What the exercise asks » Look over the entries that follow. Report how many lines contain "street", with nothing else.

Data »

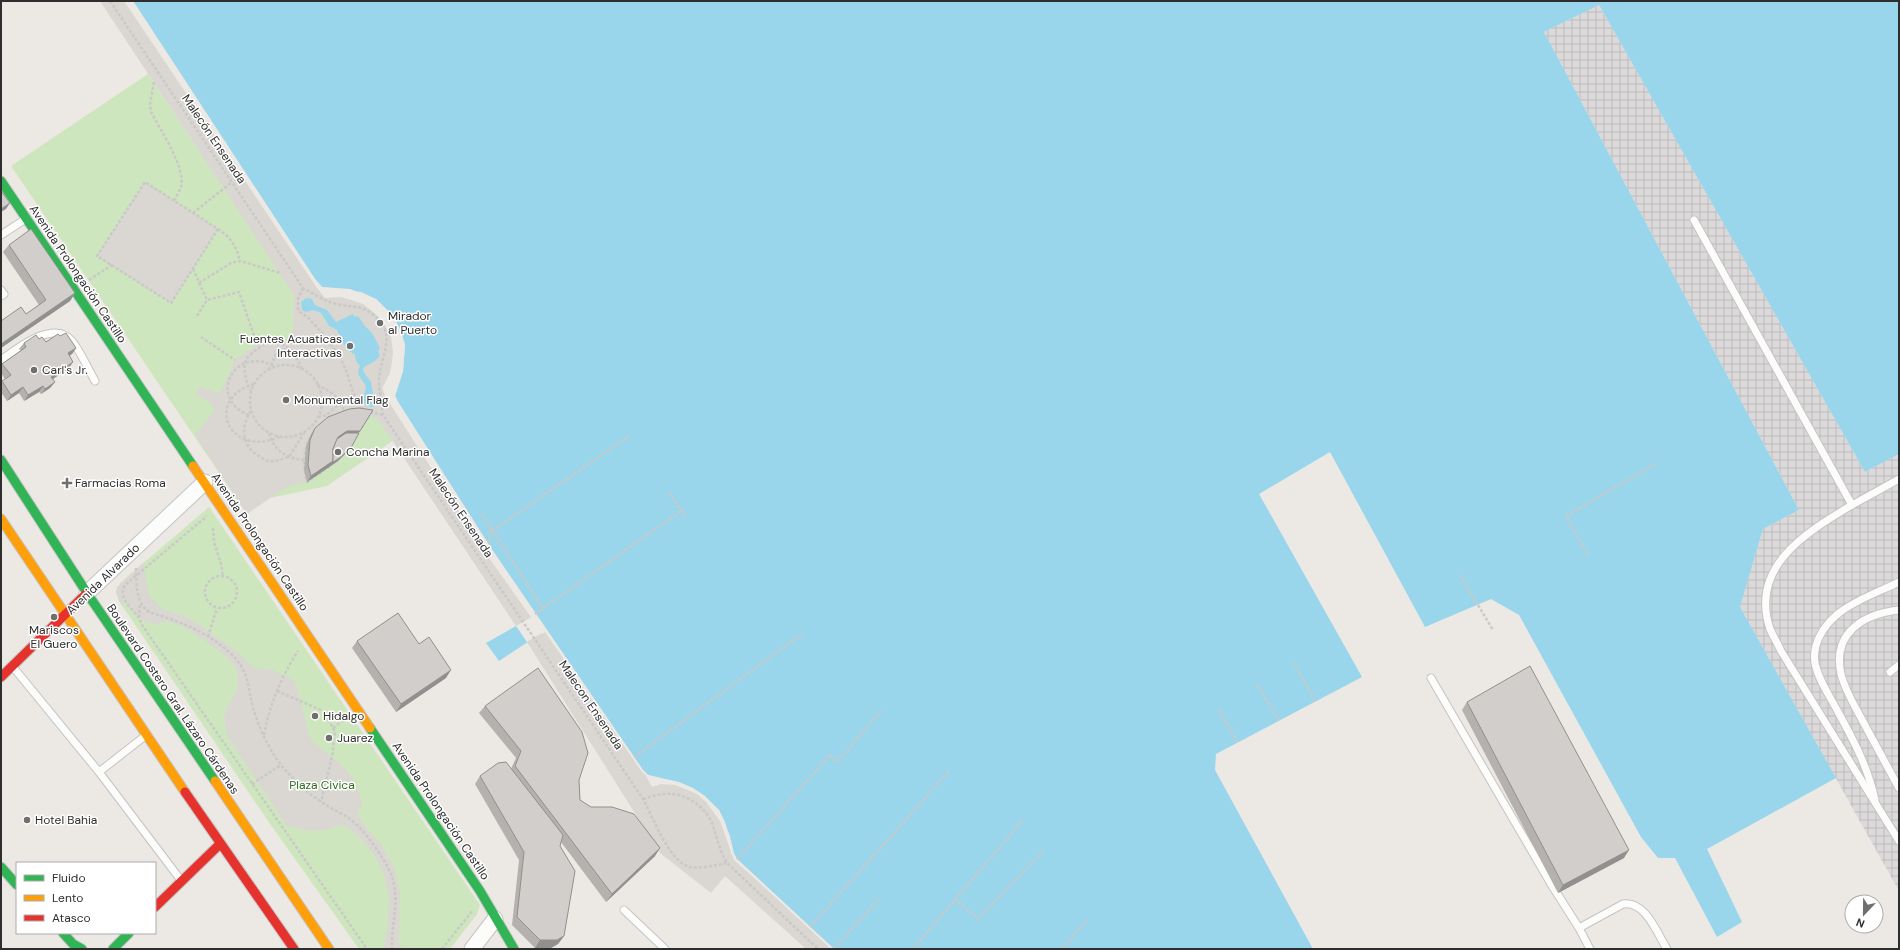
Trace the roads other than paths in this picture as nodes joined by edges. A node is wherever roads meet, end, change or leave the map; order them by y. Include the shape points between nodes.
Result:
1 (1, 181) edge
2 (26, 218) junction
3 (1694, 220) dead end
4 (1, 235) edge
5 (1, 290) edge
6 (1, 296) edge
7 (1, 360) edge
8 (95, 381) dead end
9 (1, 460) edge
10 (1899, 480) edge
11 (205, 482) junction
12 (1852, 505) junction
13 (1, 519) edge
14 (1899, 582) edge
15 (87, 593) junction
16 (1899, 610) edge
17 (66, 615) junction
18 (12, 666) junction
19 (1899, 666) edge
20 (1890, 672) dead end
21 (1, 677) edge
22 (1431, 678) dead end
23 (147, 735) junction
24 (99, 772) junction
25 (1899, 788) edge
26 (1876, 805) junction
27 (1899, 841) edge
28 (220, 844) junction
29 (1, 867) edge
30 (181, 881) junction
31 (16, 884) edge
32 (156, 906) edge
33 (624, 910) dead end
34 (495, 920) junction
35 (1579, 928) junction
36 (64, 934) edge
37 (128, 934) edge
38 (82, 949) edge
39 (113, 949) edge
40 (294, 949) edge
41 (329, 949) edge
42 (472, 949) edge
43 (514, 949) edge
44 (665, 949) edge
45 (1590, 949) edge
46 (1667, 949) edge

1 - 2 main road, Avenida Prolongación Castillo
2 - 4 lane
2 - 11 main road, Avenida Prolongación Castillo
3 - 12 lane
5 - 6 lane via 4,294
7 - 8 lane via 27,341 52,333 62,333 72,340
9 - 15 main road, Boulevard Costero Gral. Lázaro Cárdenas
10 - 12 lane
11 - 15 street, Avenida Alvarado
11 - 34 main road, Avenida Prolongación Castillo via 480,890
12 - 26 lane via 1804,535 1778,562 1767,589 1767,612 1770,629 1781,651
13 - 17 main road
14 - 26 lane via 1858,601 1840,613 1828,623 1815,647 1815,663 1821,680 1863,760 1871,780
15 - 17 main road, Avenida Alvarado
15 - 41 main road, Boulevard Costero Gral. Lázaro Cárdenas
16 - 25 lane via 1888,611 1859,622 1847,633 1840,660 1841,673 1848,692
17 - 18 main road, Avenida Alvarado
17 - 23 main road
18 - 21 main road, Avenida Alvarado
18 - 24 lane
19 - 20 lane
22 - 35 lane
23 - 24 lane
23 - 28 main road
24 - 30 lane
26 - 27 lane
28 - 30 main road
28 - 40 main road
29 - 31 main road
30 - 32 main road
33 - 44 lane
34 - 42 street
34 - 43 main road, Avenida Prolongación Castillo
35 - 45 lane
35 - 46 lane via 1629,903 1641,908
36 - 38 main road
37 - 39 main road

Problem solution » 2